Antigua’s WTO delegation released a delicious statement yesterday, calling the US to task for its failure to eliminate its Internet gambling ban, as called for in a 2005 WTO decision. I’ll quote it at length:
We would like to draw the attention of the DSB to certain matters expressed by the United States in its statement at the DSB [Dispute Settlement Body] meeting on 28th January. These statements, taken in the context of the US continued non-compliance, now assume alarming proportions. In its statement, the United States said: “if Antigua does proceed with a plan for its government to authorize the theft of intellectual property, it would only serve to hurt Antigua’s own interests. Government-authorized piracy would undermine chances for a settlement that would provide real benefits to Antigua. It also would serve as a major impediment to foreign investment in the Antiguan economy, particularly in high-tech industries.”
We are left to ask ourselves why the United States delegation would employ terms such as “theft of intellectual property” and “Government-authorized piracy” relating to the lawful and expressly authorised use of trade remedies provided for in the WTO agreements. We believe that the intemperate and dismissive language used in this very forum by the delegation of the United States, where the lawful judgment of the Dispute Settlement Board was characterized as theft and its rulings called piracy, is a fundamental challenge to the WTO by its most powerful member. If we were in a different setting, Mr. Chairman, this would be contempt of court.
I don’t know if the Antigua legal team has any critical legal studies students on its staff, but this certainly makes it seem so.

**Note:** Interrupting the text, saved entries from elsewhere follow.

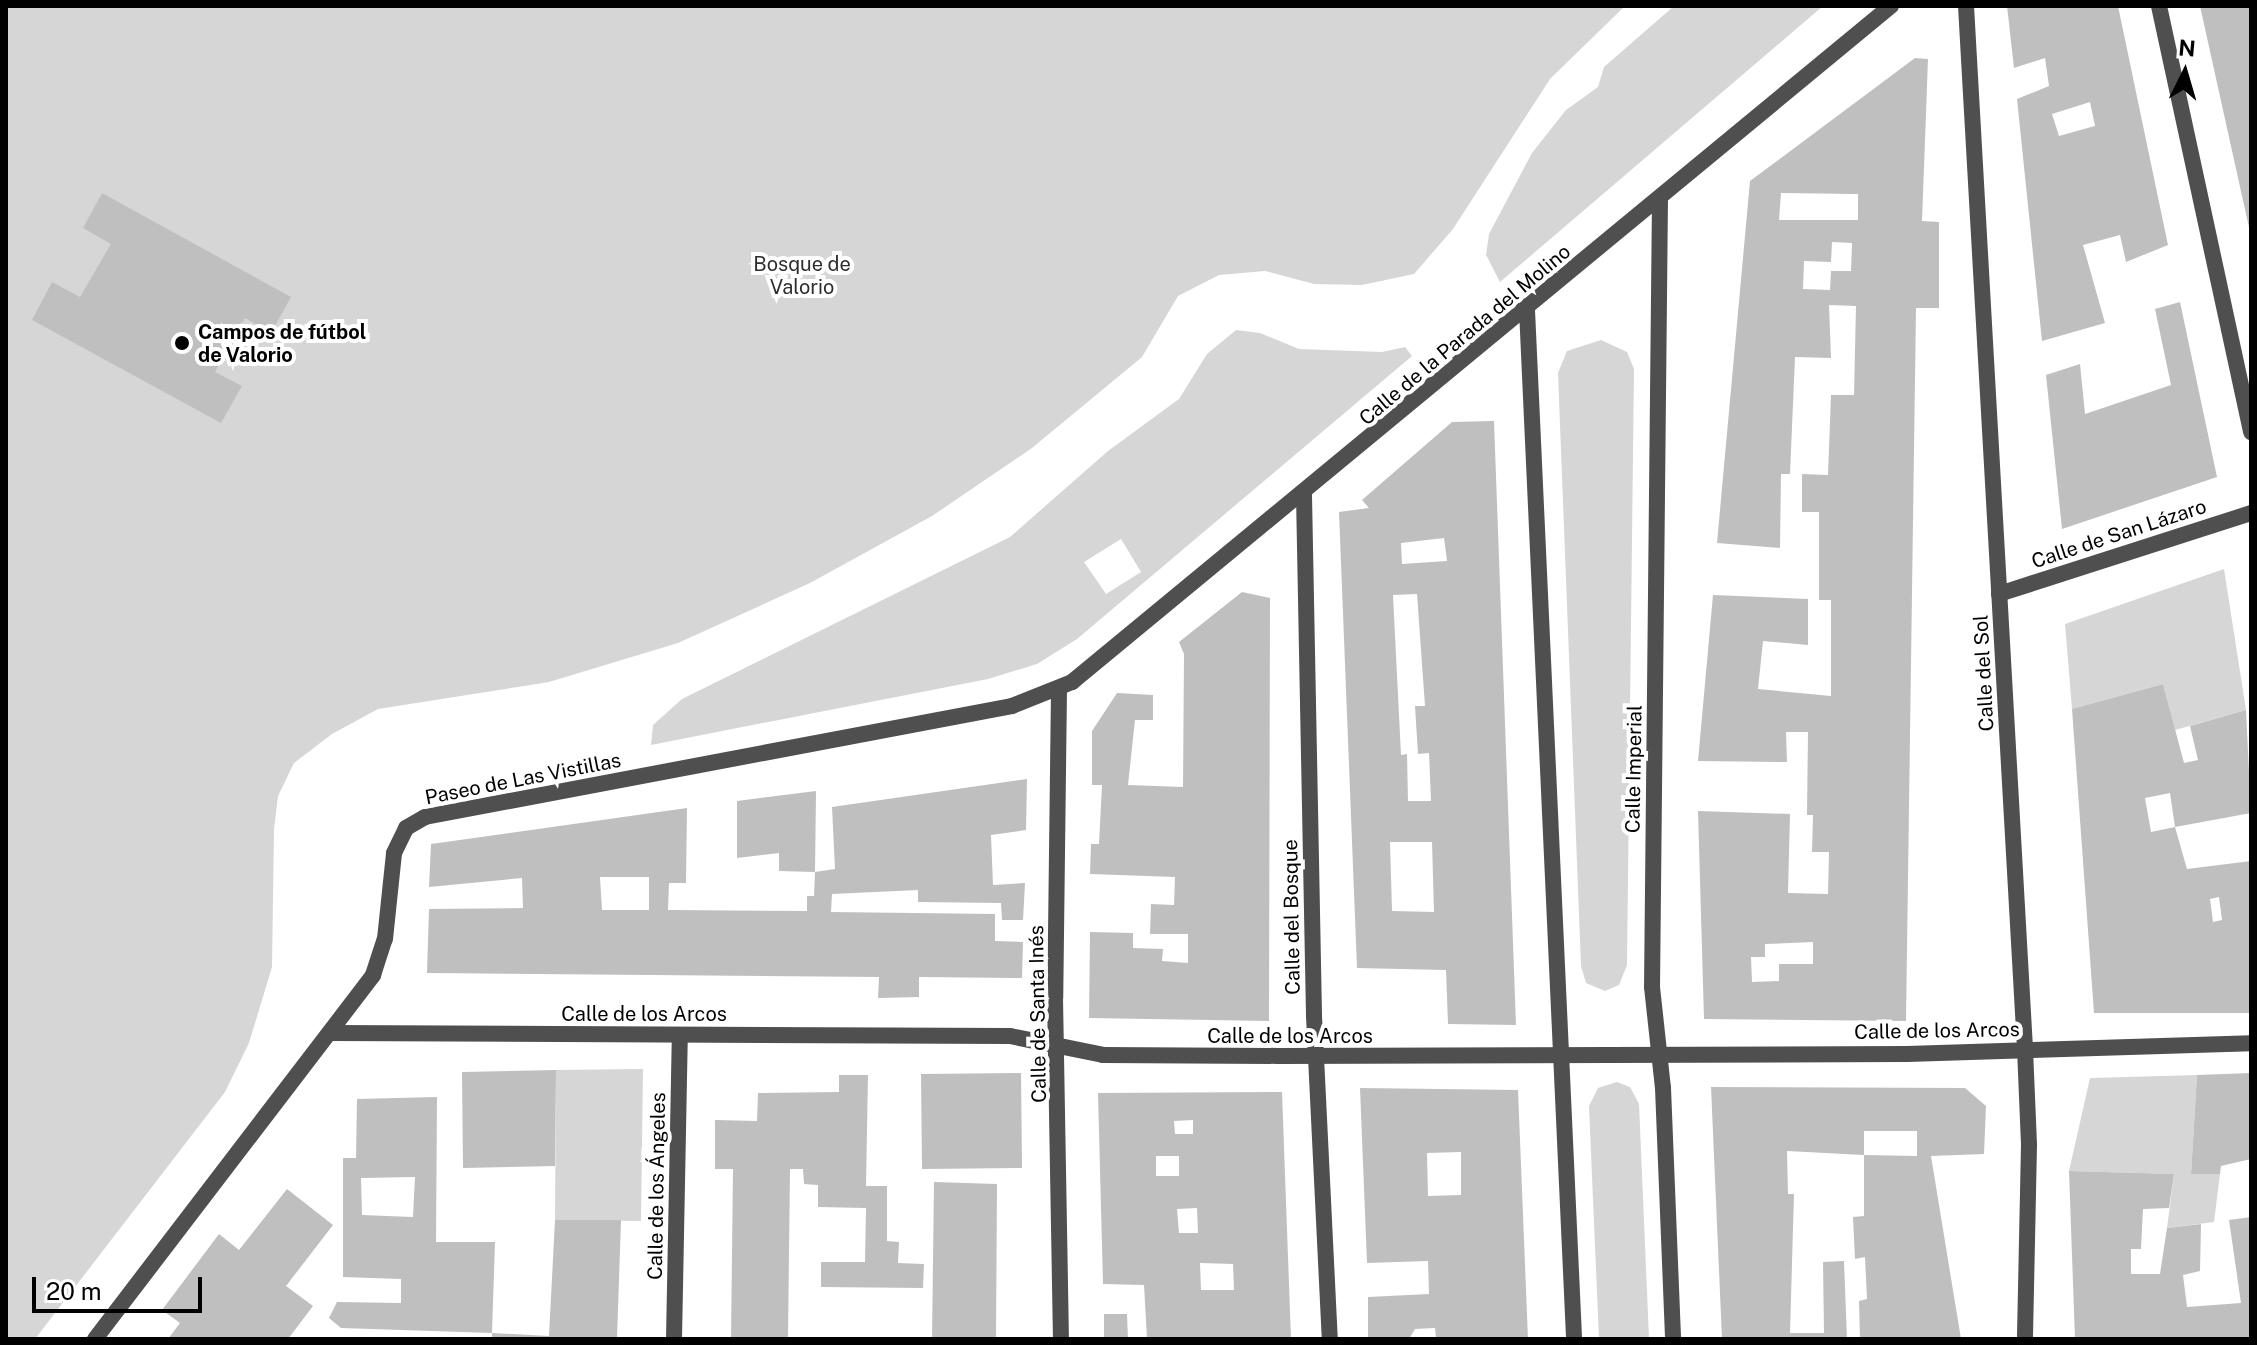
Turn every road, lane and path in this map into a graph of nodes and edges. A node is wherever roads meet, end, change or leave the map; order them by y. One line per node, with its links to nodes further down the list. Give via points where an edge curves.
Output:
1 (1891, 6): 4 (street, Calle de la Parada del Molino)
2 (1966, 6): 9 (street, Calle del Sol)
3 (2159, 6): 6 (street)
4 (1660, 198): 5 (street, Calle de la Parada del Molino); 16 (street, Calle Imperial, via 1652,965)
5 (1527, 310): 7 (street, Calle de la Parada del Molino); 18 (street)
6 (2251, 432)
7 (1304, 495): 10 (street, Calle de la Parada del Molino, via 1099,663); 17 (street, Calle del Bosque)
8 (2251, 513): 9 (street, Calle de San Lázaro)
9 (1999, 594): 15 (street, Calle del Sol)
10 (1059, 689): 11 (street, Paseo de Las Vistillas, via 1012,706 416,821 396,844 381,959); 14 (street, Calle de Santa Inés)
11 (330, 1033): 12 (street, Calle de los Arcos); 19 (street, Paseo de Las Vistillas)
12 (680, 1035): 14 (street, Calle de los Arcos, via 1010,1036); 20 (street, Calle de los Ángeles)
13 (2251, 1043): 15 (street, Calle de los Arcos)
14 (1058, 1047): 17 (street, Calle de los Arcos, via 1103,1055); 21 (street, Calle de Santa Inés)
15 (2025, 1049): 16 (street, Calle de los Arcos); 25 (street, Calle del Sol)
16 (1658, 1053): 18 (street, Calle de los Arcos); 24 (street, Calle Imperial)
17 (1317, 1056): 18 (street, Calle de los Arcos); 22 (street, Calle del Bosque)
18 (1561, 1056): 23 (street)
19 (95, 1339)
20 (674, 1339)
21 (1061, 1339)
22 (1330, 1339)
23 (1574, 1339)
24 (1673, 1339)
25 (2025, 1339)

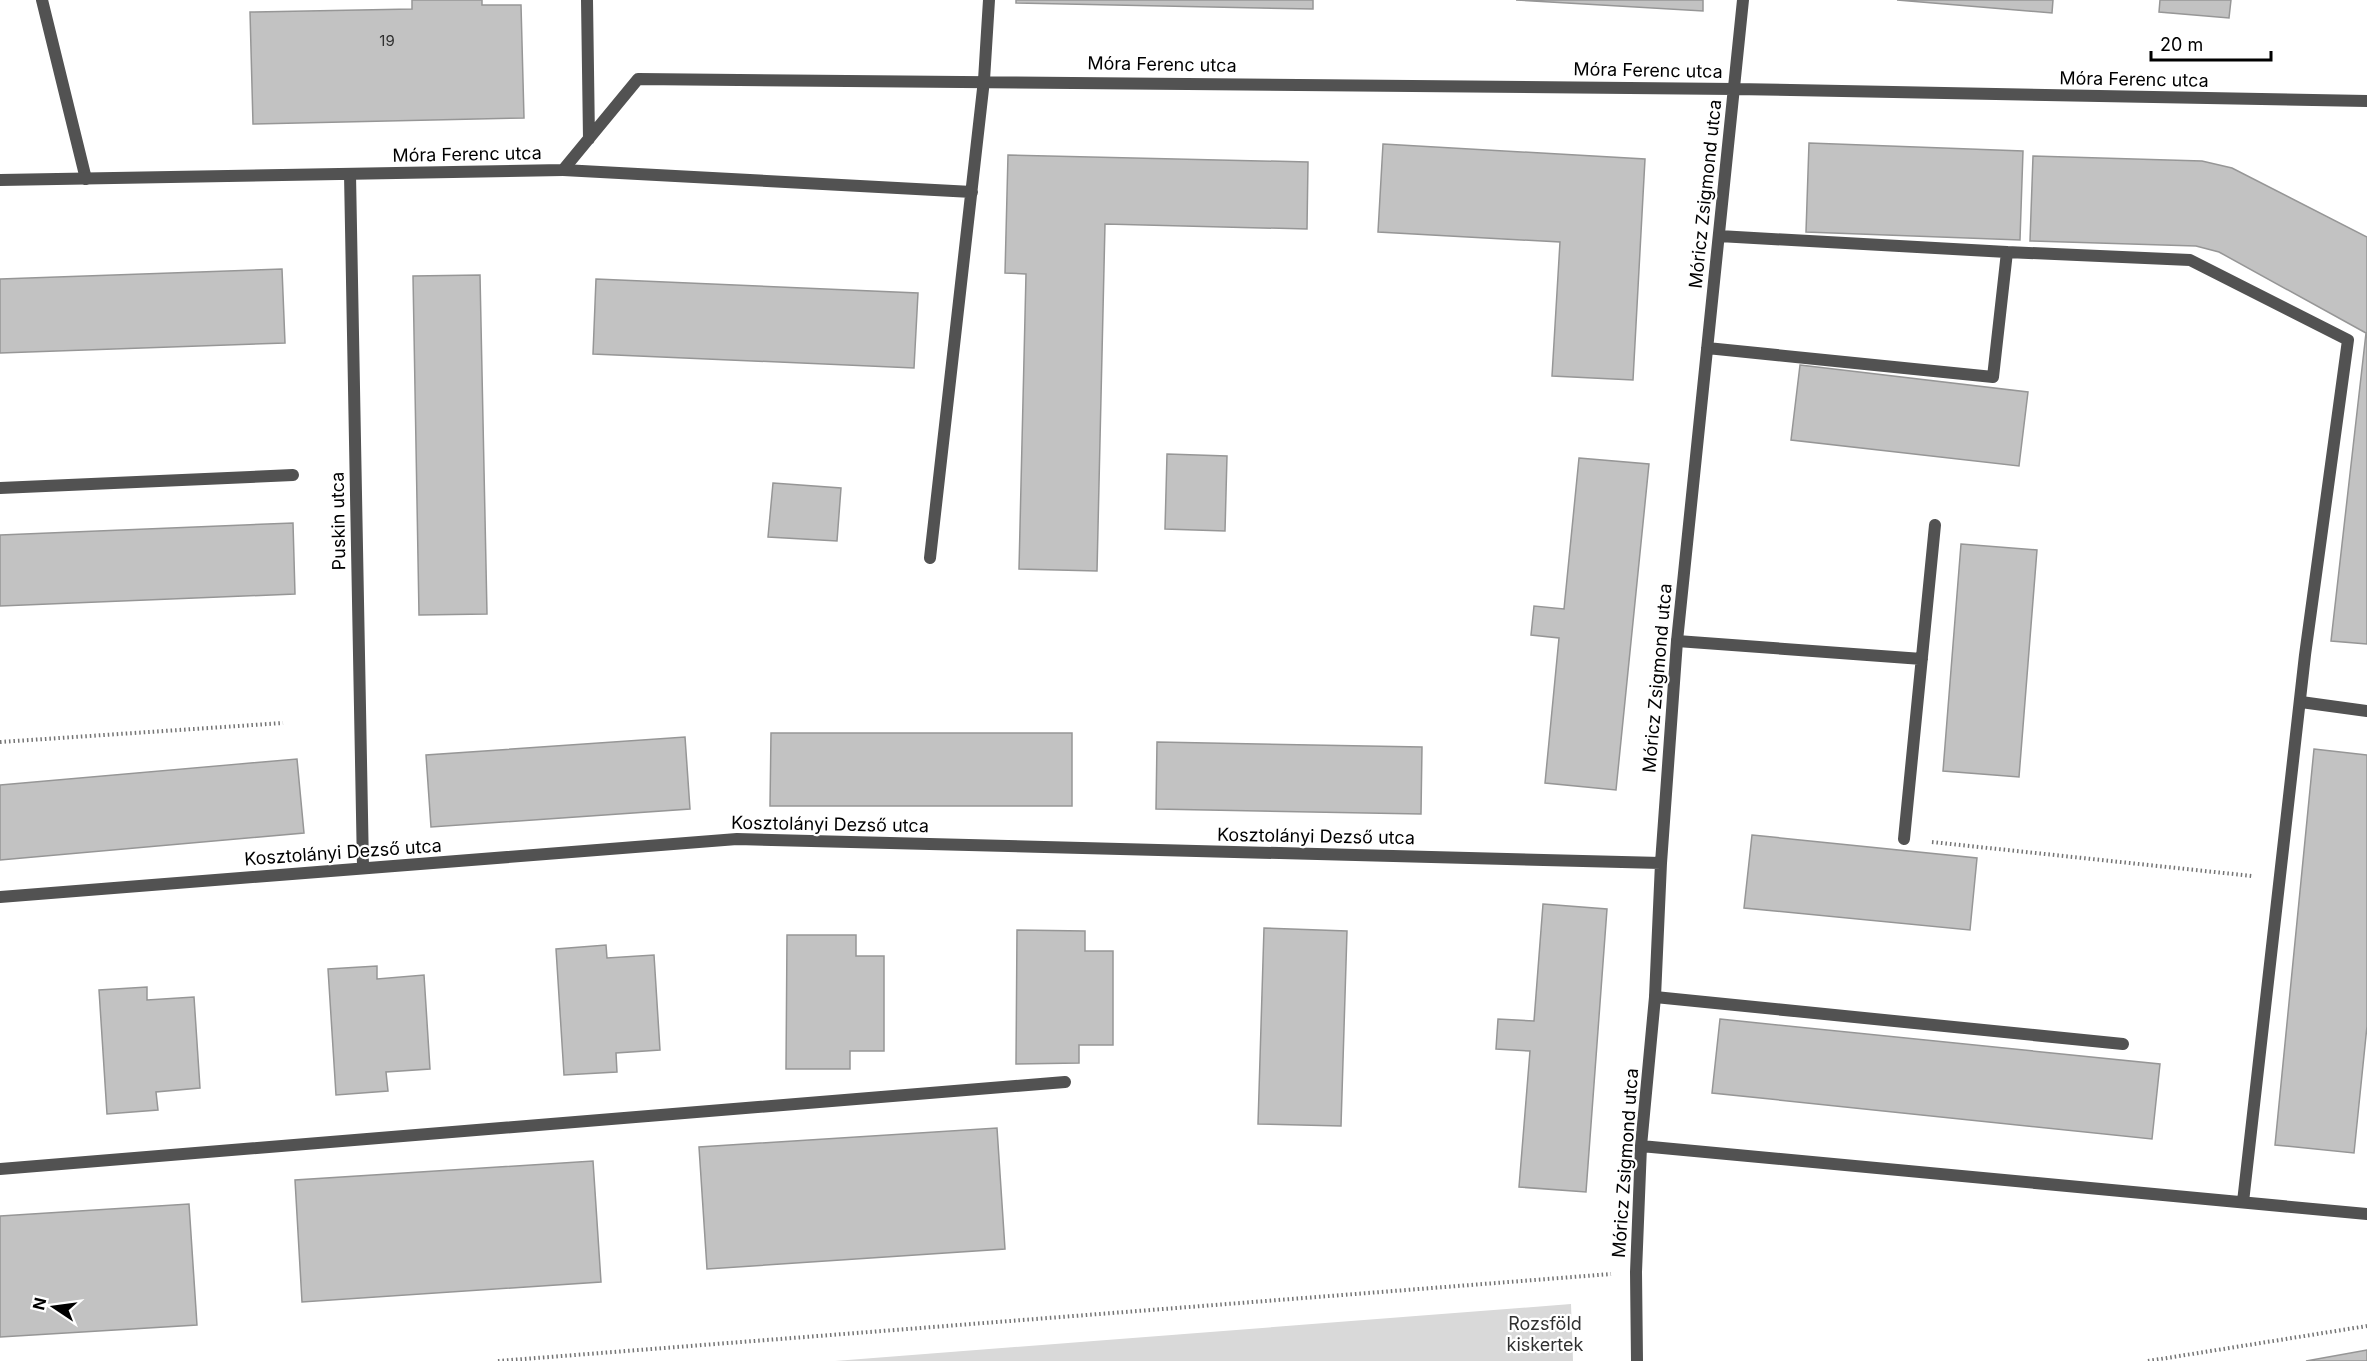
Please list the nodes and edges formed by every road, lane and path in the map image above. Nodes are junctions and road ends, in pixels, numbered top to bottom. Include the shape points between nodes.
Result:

First, there’s the dueling rhetorical battles over what can constitute property and theft. First, the U.S. deems intellectual creations as “property”, even though the notion only exists because of a massive government intervention in the free market. Second, having defined property thusly, the US argues that breaking copyrights is theft. Finally, Antigua rebuts that something can’t be theft if a governance body has authorized it. At the risk of sounding like a grad student (ahem), I will note that this exchange perfectly captures the nature of property as a social construction, which can be and is contested socially.
Second, there’s the debate over the intersection of law and power. The US participated in the 2003-05 case brought by Antigua, presumably because it wants developing countries to consider the WTO dispute settlement process as a type of binding law. But, then, the US doesn’t follow the law. (Let’s set aside for a moment that it’s very odd to have trade tribunals ordering a country’s executive branch to eliminate non-trade regulations approved and defended by the legislative branch.) Antigua then attempts to defend its legal rights, and the US responds with a not-too-subtle extra-legal coercive threat to block investment in Antigua. Antigua cleverly calls the US out on this rhetorical gambit, calling it “a fundamental challenge to the WTO by its most powerful member.”
So is this a law game, or a politics game? Antigua to US: your move.